━━ RECORDS PROVIDED ━━

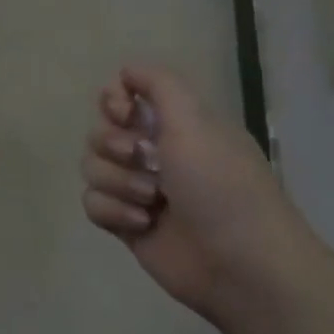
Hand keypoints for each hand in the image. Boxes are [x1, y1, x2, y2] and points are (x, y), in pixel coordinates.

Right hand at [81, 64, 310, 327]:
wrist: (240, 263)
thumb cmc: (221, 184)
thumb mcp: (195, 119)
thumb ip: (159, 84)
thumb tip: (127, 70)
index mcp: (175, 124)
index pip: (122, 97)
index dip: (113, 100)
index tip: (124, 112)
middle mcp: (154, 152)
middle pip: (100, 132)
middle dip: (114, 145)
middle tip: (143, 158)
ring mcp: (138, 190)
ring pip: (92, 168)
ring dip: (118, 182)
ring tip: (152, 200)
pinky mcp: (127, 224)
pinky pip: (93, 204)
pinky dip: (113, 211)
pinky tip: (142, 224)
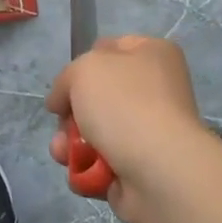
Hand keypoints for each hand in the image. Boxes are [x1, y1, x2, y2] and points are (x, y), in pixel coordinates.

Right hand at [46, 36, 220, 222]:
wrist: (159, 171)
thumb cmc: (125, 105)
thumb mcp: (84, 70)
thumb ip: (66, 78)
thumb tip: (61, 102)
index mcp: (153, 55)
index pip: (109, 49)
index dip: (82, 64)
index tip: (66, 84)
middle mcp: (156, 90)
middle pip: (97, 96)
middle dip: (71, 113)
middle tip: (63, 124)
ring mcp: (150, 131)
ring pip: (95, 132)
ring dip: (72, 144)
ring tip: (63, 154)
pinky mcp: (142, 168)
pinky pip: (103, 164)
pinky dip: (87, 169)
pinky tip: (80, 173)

━━━

### [REQUIRED ACTION]
Beginning with the line above that contains "middle pip: (100, 132)" and ending with the line that contains "ring dip: (72, 144)", quote each line exactly, keeping out the pictures.

### [PROBLEM SOLUTION]
middle pip: (100, 132)
middle dip: (114, 145)
middle tip: (143, 158)
ring mcp: (138, 190)
ring pip: (92, 168)
ring dip: (118, 182)
ring tip: (152, 200)
pinky mcp: (127, 224)
pinky pip: (93, 204)
pinky dip: (113, 211)
pinky tip: (142, 224)
Hand keypoints for each hand in the image. Boxes are [x1, y1, x2, y2] and points are (x, y), in pixel coordinates.

Right hand at [46, 36, 220, 222]:
wrist: (159, 171)
thumb cmc: (125, 105)
thumb mcp: (84, 70)
thumb ip: (66, 78)
thumb tip: (61, 102)
index mcp: (153, 55)
index pip: (109, 49)
index dip: (82, 64)
index tip: (66, 84)
middle mcp: (156, 90)
middle pip: (97, 96)
middle dip: (71, 113)
middle tip: (63, 124)
ring mcp: (150, 131)
ring pip: (95, 132)
ring dip: (72, 144)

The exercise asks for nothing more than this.